**Your instructions:** Every line in the records below that holds "letter" must be identified and copied.

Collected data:

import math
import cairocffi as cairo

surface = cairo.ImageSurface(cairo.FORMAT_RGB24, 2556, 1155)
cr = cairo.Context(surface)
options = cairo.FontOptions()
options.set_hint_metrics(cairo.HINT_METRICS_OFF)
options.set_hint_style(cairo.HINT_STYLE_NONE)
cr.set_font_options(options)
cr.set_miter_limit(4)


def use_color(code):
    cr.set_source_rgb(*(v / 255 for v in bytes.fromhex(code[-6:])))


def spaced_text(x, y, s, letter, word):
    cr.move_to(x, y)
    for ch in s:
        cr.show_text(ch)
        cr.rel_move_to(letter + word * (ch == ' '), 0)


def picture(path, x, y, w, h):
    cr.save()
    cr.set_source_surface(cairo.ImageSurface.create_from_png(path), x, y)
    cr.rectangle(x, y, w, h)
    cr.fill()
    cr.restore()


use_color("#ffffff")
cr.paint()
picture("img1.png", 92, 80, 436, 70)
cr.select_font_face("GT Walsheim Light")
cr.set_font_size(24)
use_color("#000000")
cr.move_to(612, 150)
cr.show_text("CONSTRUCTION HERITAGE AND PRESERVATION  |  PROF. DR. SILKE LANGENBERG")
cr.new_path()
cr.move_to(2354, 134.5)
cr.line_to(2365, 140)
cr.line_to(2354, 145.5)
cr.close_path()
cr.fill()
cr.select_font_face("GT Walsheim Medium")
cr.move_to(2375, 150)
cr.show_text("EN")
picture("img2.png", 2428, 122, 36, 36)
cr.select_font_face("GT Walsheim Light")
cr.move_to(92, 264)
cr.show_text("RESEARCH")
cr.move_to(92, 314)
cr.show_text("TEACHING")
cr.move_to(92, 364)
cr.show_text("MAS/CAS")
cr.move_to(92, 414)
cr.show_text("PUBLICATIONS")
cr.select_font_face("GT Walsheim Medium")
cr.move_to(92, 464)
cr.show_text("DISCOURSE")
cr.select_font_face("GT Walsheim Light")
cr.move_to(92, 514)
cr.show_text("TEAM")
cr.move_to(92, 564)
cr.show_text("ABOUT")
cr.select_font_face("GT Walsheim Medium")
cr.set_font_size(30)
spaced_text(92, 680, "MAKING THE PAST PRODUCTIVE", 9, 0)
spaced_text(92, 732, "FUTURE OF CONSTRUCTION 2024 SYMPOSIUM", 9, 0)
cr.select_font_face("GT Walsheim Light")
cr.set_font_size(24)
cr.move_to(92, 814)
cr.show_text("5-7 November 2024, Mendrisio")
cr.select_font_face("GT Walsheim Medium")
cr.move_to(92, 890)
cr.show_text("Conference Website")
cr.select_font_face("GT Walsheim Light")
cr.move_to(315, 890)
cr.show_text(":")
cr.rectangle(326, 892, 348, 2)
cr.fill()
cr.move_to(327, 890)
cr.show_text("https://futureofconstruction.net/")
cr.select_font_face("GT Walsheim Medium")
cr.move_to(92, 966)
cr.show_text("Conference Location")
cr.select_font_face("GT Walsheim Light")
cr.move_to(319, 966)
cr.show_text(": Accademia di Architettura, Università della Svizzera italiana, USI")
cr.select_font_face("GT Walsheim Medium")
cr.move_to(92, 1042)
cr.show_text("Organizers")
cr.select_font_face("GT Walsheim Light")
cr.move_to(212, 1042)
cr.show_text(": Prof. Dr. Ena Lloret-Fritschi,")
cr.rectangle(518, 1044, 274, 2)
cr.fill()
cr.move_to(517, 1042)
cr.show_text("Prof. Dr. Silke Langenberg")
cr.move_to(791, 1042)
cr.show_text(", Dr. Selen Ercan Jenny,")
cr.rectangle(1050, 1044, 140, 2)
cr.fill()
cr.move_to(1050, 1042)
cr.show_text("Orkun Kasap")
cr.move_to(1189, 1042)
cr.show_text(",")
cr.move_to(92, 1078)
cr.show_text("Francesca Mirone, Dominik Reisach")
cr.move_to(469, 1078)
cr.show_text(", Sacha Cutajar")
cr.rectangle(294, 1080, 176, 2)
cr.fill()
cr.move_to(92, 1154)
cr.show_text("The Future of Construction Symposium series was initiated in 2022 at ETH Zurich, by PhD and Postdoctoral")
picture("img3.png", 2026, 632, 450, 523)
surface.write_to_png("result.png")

**Finished exercise:**
def spaced_text(x, y, s, letter, word):
        cr.rel_move_to(letter + word * (ch == ' '), 0)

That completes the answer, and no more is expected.